• **DATA FOR PROCESSING**:
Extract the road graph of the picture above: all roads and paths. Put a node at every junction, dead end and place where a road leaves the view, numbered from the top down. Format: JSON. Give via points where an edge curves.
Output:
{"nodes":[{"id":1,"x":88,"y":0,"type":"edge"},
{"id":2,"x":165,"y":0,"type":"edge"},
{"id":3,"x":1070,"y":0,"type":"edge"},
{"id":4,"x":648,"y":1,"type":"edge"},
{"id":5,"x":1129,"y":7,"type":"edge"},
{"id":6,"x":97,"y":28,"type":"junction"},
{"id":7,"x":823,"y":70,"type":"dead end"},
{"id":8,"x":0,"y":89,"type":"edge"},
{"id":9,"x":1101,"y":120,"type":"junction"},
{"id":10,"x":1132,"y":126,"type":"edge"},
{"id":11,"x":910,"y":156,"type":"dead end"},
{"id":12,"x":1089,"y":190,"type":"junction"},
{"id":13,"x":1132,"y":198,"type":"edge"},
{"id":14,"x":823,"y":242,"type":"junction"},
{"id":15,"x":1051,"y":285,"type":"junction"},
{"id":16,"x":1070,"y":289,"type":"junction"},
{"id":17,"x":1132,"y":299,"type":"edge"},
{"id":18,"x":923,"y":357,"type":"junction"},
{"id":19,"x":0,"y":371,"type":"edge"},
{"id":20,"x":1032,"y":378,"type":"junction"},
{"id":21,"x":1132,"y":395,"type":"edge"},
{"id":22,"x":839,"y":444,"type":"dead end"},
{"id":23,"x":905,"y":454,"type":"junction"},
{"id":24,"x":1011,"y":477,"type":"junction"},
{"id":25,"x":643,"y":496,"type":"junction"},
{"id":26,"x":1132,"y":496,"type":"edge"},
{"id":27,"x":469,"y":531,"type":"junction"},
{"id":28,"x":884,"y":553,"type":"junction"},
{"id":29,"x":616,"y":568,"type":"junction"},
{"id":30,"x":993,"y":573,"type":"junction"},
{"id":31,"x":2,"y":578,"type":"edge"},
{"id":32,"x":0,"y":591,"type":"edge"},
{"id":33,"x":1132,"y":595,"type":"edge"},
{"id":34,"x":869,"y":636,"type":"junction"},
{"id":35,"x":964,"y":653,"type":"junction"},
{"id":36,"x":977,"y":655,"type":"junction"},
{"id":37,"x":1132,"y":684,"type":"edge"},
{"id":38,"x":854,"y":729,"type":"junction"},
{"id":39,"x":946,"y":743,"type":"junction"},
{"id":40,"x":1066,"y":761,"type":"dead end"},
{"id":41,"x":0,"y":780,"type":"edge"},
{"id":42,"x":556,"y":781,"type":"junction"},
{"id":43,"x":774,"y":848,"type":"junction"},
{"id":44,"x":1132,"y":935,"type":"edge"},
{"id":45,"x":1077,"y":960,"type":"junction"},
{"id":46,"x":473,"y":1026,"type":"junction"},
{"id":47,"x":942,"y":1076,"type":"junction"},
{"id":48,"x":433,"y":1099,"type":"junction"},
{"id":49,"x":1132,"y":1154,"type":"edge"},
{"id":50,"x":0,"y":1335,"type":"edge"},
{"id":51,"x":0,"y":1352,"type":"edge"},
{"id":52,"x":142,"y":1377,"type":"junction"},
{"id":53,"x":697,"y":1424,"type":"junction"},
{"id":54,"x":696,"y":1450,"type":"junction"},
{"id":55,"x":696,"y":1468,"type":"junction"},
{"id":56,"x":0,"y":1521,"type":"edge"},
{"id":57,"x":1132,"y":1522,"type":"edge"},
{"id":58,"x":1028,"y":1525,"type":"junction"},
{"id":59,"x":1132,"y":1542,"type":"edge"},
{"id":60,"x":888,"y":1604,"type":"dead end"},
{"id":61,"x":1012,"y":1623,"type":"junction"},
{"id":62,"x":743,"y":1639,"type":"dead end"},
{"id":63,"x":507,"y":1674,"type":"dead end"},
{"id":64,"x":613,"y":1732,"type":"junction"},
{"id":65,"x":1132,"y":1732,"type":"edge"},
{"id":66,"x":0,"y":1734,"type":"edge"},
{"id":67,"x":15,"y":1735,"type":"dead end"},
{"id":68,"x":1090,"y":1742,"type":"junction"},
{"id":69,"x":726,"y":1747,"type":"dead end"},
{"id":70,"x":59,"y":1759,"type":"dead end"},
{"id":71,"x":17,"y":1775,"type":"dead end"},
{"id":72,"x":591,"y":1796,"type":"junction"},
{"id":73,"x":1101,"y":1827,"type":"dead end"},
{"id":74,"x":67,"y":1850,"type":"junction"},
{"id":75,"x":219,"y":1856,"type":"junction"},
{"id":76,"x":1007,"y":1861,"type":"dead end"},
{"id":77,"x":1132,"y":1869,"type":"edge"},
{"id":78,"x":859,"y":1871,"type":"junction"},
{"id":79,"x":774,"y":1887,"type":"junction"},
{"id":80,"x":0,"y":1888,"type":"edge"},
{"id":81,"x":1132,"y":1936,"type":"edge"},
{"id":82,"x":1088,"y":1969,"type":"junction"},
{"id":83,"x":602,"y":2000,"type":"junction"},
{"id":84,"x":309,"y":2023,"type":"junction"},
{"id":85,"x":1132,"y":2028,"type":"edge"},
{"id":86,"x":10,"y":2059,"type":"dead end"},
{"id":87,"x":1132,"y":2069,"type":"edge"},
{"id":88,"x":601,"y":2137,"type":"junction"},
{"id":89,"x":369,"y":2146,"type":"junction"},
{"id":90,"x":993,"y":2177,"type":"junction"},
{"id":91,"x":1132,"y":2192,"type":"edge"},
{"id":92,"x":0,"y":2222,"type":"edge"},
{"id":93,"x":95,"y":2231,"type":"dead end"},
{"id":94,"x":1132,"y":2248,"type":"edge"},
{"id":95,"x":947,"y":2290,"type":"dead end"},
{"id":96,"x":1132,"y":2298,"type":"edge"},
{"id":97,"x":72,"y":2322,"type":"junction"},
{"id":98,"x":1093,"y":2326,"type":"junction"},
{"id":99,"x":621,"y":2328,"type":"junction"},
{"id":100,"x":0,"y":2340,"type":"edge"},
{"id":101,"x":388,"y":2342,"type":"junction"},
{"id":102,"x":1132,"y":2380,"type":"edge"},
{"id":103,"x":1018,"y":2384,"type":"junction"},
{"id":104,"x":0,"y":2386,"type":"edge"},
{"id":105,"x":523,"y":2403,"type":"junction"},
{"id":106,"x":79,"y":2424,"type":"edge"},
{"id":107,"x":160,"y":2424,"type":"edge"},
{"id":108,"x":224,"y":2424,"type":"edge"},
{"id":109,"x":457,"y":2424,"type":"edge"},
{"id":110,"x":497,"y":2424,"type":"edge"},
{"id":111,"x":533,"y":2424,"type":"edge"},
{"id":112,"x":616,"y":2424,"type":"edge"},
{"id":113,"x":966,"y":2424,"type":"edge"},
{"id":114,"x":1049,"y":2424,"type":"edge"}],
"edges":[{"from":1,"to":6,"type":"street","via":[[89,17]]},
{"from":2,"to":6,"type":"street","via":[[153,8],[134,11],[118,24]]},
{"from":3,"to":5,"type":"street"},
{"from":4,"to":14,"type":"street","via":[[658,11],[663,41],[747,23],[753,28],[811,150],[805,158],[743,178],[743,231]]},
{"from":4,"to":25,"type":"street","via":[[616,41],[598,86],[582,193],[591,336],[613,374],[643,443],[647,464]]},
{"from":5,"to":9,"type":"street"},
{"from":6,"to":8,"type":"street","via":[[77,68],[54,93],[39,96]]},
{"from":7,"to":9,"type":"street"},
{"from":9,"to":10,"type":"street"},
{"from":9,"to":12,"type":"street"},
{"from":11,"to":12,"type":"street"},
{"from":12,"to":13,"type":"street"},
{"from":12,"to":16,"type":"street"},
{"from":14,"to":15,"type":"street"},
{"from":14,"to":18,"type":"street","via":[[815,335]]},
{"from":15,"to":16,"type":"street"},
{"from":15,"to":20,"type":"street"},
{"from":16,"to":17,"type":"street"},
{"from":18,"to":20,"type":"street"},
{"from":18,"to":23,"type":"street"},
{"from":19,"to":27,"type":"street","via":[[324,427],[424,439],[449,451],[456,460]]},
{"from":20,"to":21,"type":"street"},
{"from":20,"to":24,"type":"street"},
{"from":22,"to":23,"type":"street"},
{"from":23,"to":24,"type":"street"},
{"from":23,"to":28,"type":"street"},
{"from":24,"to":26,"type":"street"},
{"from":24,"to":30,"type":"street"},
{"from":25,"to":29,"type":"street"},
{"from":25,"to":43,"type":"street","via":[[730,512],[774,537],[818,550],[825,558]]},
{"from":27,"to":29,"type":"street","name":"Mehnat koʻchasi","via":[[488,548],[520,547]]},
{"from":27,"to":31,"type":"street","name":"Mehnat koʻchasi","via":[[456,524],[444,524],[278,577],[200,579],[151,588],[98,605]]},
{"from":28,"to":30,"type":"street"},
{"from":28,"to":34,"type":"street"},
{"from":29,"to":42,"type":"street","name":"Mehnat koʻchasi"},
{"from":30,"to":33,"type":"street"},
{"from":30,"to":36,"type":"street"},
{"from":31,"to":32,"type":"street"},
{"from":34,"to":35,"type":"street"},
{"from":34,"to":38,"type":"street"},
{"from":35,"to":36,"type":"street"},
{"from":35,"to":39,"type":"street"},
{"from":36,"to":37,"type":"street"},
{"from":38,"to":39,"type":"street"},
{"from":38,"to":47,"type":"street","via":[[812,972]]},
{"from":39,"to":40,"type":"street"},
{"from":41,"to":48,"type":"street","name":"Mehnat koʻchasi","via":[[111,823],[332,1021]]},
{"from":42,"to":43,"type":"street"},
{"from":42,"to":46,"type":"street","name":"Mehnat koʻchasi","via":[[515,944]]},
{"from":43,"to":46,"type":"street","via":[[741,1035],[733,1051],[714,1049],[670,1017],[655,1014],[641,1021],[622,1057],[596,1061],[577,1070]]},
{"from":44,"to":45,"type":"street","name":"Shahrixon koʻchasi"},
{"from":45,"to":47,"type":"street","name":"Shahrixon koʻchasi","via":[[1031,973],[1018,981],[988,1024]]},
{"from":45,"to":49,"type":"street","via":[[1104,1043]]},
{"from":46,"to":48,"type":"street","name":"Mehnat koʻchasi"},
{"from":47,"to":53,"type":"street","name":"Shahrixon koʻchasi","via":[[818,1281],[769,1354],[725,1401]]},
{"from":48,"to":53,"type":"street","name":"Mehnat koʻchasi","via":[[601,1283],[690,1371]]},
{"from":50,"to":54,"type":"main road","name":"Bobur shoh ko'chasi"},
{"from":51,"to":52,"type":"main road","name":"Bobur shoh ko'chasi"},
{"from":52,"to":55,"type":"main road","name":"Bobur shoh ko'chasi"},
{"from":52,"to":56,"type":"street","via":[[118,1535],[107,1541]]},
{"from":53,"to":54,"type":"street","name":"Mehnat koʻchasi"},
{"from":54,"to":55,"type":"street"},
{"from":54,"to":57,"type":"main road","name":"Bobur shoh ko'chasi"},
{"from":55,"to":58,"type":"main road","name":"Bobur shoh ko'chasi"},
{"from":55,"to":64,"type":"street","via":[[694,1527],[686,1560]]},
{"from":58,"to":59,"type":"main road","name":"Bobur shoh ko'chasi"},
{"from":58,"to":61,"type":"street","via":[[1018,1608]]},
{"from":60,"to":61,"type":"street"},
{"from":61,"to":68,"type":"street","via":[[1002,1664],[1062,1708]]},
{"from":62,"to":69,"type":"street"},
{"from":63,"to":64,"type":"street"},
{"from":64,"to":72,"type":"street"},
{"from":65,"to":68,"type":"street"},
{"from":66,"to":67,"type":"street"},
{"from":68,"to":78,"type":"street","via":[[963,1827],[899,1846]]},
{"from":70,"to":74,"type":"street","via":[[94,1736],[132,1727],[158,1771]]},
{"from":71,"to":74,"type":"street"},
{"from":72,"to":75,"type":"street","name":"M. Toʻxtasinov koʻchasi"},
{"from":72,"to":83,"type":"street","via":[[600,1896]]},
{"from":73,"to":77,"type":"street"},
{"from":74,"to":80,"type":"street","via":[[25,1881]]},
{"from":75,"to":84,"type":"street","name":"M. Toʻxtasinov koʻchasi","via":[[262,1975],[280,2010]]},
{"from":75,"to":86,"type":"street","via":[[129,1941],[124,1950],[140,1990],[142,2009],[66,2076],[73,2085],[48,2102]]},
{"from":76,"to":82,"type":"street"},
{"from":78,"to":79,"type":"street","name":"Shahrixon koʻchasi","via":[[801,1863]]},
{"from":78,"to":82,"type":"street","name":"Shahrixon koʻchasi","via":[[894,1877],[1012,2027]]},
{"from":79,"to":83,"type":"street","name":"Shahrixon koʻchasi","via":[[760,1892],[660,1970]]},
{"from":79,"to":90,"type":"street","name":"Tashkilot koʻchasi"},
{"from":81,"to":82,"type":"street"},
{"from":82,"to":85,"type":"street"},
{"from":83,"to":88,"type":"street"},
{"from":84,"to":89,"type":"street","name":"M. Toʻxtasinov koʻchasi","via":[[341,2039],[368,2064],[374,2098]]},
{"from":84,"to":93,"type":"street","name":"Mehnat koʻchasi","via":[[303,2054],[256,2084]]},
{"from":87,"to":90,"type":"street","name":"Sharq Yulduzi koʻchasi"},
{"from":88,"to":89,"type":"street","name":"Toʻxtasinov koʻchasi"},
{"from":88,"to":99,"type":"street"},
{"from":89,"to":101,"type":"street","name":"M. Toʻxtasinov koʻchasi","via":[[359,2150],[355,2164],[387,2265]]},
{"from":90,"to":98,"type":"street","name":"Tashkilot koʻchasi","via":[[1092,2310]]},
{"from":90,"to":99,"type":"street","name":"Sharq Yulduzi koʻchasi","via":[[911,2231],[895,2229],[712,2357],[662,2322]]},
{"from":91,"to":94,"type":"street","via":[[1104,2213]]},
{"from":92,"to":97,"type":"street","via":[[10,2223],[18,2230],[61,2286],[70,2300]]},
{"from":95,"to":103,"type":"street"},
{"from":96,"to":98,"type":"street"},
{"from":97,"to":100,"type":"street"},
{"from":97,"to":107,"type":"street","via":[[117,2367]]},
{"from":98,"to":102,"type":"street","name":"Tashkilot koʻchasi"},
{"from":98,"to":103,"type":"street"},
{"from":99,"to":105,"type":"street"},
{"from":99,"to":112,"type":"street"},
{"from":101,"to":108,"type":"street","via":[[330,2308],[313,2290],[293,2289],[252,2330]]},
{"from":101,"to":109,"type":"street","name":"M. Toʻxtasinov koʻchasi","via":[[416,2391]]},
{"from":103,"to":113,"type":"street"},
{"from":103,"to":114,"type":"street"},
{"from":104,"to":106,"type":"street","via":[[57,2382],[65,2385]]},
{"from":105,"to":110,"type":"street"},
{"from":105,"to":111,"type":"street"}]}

• **WORK TASK**: Your reply should be the number of lines in the listing above that contain "Mehnat", with nothing added.

• **WRITTEN REPLY**: 9